- [Task objective]: Gather up every line from the entries below that uses the word "edges".

- [Data provided]:
━━━━

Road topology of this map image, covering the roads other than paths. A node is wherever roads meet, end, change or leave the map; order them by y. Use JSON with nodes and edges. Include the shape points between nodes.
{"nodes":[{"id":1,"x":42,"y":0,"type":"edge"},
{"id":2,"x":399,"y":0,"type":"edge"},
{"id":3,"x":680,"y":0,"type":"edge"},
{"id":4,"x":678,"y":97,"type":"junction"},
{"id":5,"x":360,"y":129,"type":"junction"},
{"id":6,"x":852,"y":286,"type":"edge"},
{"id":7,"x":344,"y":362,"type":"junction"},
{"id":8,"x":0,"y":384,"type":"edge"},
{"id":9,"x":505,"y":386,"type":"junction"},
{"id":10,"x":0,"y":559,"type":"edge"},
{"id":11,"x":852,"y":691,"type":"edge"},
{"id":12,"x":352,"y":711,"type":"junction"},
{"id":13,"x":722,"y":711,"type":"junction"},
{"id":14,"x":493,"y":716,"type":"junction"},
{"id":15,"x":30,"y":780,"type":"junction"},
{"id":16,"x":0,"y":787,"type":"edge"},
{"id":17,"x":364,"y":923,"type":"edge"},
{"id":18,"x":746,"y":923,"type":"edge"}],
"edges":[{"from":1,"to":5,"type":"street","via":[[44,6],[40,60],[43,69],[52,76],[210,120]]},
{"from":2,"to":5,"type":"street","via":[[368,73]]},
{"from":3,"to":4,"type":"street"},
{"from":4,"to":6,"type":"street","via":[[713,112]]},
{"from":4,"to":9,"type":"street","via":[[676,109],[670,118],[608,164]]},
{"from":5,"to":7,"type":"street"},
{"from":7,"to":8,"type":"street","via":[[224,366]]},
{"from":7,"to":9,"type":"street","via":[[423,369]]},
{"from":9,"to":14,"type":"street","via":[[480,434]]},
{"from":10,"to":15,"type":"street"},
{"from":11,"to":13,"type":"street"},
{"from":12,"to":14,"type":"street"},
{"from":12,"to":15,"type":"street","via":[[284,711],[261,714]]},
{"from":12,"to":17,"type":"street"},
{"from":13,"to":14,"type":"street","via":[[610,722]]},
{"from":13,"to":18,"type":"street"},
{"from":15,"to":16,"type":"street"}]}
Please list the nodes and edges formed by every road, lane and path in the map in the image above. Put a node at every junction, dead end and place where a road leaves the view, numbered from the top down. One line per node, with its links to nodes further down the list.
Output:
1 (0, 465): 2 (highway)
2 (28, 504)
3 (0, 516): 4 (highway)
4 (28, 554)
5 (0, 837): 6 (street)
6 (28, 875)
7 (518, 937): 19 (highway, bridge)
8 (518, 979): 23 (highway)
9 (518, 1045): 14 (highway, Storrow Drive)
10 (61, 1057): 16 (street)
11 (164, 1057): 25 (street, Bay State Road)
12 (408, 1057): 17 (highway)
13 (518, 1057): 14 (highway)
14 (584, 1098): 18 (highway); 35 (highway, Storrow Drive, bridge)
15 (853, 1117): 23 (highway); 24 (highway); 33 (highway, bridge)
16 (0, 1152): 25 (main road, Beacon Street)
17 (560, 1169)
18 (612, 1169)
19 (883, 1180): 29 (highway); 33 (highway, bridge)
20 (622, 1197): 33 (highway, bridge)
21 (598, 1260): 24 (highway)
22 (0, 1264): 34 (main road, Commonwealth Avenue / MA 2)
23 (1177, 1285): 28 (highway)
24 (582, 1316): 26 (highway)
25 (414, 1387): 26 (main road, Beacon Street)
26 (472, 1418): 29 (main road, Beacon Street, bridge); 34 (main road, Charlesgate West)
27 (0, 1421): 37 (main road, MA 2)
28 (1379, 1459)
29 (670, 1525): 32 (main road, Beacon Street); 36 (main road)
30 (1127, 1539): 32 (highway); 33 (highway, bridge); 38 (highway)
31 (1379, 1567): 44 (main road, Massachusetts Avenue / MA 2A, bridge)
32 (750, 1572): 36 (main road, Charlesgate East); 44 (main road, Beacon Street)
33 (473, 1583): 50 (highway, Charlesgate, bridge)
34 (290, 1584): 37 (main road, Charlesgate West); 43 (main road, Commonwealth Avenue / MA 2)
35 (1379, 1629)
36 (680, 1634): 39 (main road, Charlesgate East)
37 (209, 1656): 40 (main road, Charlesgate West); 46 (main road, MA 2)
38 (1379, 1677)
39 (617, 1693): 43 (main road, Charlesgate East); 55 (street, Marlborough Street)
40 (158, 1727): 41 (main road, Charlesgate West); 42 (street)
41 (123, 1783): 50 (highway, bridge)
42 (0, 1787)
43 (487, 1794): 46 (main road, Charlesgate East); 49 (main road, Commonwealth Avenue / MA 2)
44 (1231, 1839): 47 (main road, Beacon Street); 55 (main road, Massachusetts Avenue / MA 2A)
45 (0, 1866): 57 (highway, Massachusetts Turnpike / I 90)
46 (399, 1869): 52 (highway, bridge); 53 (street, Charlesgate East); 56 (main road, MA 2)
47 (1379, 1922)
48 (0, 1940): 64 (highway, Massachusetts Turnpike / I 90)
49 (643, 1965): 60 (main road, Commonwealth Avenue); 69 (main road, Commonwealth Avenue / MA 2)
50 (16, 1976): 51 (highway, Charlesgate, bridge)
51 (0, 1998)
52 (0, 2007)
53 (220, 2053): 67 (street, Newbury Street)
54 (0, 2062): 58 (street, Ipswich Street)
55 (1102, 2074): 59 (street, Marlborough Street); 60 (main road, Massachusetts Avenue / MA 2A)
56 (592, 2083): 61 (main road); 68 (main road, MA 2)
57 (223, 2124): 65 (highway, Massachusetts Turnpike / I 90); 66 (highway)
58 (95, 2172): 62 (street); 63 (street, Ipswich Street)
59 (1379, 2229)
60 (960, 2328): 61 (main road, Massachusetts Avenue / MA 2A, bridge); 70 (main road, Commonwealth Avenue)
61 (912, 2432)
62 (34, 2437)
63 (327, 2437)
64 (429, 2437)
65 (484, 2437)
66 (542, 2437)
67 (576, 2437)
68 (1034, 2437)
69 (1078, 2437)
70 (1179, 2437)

━━━━

- [Exercise answer]:
Road topology of this map image, covering the roads other than paths. A node is wherever roads meet, end, change or leave the map; order them by y. Use JSON with nodes and edges. Include the shape points between nodes.
"edges":[{"from":1,"to":5,"type":"street","via":[[44,6],[40,60],[43,69],[52,76],[210,120]]},
Please list the nodes and edges formed by every road, lane and path in the map in the image above. Put a node at every junction, dead end and place where a road leaves the view, numbered from the top down. One line per node, with its links to nodes further down the list.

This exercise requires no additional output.